Exposing Kids to Arts Helps Them


There are a lot of good reasons to take young children to live theater.

Arts advocates and educators such as Edie Demas, director of education for the New Victory Theater in Manhattan, often stress the practical and educational benefits.

In her two-part post "Anytime's a Good Time to Introduce Your Child to the Arts" on the company's website (newvictorytheater.blogspot.com), she cites numerous positive side effects of involving youngsters with any of the creative or performing arts.

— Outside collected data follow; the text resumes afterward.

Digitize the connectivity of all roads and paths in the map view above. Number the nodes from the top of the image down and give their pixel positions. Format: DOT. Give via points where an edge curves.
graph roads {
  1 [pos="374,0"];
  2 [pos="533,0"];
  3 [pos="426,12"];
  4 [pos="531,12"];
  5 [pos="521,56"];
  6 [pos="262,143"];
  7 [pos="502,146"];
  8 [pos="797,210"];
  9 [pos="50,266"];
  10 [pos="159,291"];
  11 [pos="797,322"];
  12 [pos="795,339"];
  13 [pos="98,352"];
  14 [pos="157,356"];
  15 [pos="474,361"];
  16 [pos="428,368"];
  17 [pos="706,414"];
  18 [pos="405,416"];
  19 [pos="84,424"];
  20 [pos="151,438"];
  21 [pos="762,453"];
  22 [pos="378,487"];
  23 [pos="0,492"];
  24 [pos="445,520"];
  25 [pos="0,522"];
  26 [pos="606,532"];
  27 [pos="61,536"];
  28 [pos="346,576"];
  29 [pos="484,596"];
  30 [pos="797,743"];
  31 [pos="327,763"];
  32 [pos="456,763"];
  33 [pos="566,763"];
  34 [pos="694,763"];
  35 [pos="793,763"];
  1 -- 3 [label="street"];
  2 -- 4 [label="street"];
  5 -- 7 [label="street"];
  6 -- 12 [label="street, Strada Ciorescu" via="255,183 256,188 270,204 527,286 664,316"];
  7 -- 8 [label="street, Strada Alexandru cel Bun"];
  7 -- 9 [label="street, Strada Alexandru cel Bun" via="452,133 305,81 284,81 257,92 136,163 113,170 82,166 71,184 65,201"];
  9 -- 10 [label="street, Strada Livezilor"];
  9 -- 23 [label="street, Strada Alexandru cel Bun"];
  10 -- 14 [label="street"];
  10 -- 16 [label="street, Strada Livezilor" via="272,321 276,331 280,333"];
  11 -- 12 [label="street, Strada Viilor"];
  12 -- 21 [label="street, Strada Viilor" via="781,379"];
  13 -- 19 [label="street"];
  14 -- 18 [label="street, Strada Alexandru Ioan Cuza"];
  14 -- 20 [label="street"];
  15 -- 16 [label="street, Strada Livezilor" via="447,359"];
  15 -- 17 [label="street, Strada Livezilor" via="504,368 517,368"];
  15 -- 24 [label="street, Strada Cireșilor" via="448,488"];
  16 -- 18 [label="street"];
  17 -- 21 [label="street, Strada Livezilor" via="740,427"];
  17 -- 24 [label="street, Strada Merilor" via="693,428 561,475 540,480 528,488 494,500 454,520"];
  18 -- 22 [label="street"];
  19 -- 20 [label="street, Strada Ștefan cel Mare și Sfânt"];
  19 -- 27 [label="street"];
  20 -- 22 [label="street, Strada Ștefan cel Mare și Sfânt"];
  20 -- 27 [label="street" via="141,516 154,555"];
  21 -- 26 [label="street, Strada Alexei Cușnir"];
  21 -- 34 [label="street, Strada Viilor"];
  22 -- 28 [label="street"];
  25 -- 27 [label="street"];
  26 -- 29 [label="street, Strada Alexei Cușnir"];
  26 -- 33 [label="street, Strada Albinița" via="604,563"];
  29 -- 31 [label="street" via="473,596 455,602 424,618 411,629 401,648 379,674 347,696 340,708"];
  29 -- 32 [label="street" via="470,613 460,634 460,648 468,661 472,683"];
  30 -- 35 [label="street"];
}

• Supports language development by building vocabulary and stimulating conversation. That's particularly true when kids are encouraged to talk about the show they've just seen and how it surprised them, made them happy or sad. Getting them to describe their experiences -- what they saw, how the story was presented onstage or was different from the book version -- also makes more interesting dinner-table conversation than everyday subjects such as whether or not they can wear flip-flops to school tomorrow or have ice cream after dinner.

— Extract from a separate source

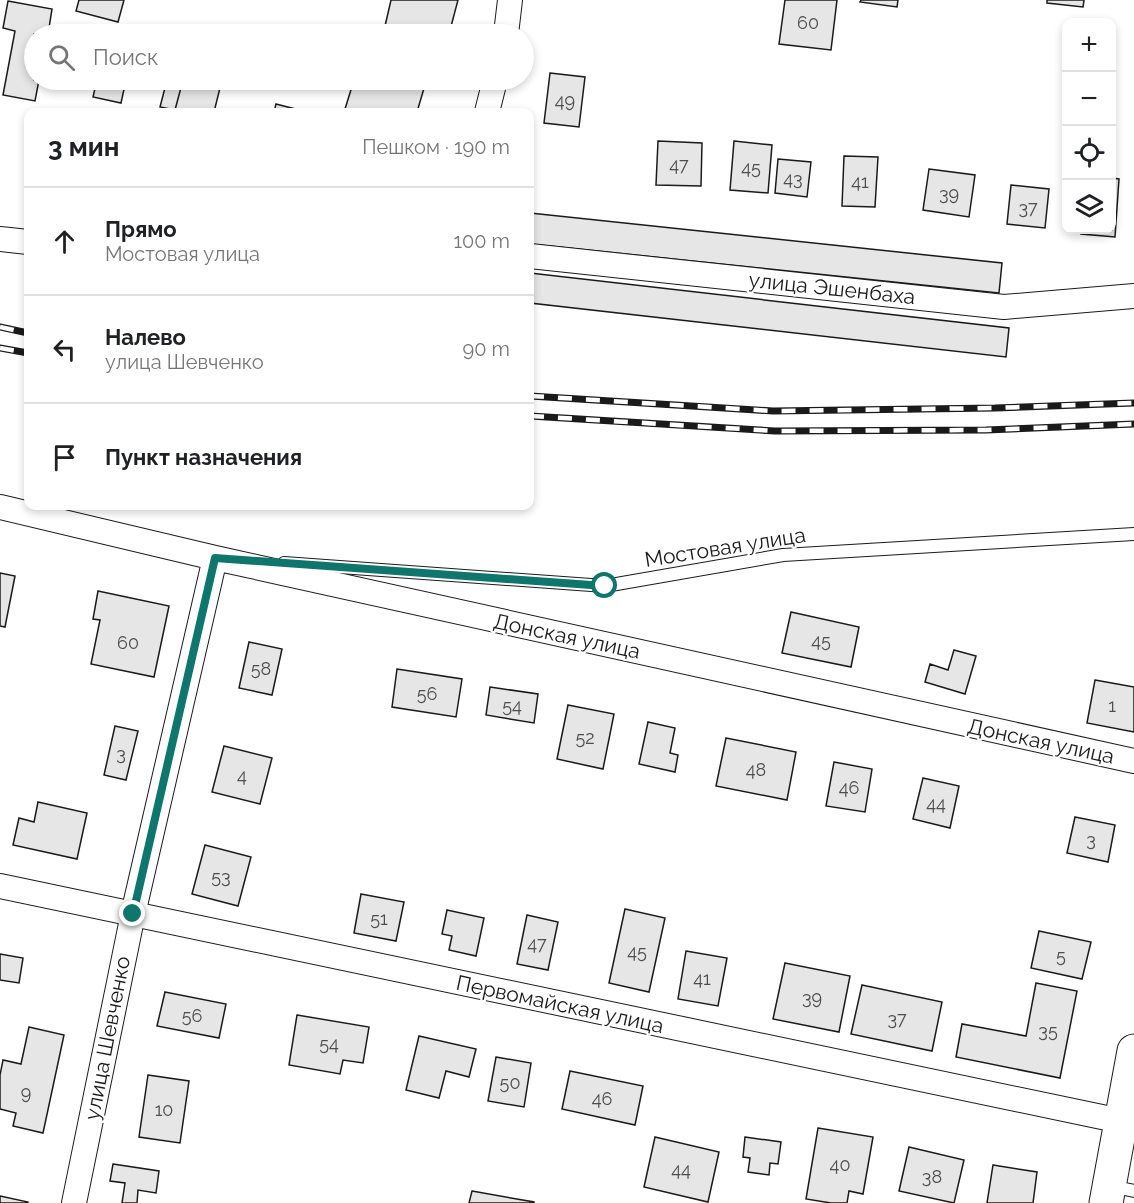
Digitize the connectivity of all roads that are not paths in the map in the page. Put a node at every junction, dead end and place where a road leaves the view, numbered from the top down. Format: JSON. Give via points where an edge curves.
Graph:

• Builds empathy by connecting a child's feelings to those expressed by the characters. For youngsters who connect to Cinderella's misery at being pinched, poked and made fun of by her stepsisters, it becomes clearer why it's not nice to treat your own sister that way. It's also good for kids to know that adults also have feelings, a fact that emerges when Dad agrees that the monster was a little scary or Grandma admits that the story made her feel sad, too.

• Increases learning skills. Mysteries encourage careful listening and can generate intermission discussion on who did the crime or what's likely to happen next. The farmer's dilemma and stubbornness in "Click, Clack, Moo" is a good jumping off point for a post-show analysis of possible alternate endings on how to handle the rebellious cows.

• Develops decision making and the ability to express preferences and dislikes. Telling someone what you liked or didn't and why allows children an opportunity to assert their individuality in an arena beyond domestic everyday tussles over bedtimes, toy cleanups and clothing.

That the discussion inevitably will force them to reason and use concrete examples to defend their position -- what it was they liked about the princess' costume or why the king was funny or the witch scary -- is yet another benefit.

In her eagerness to prove the educational and social merits of art, Demas omits the best reason of all to take children to theater -- bonding.

Ask any theater lover about the first play or musical he or she saw and you'll open a flood of fond and vivid memories. Interestingly enough, those memories are not limited to the show seen but extend to the person who cared enough to introduce that now-grown child to their favorite art form.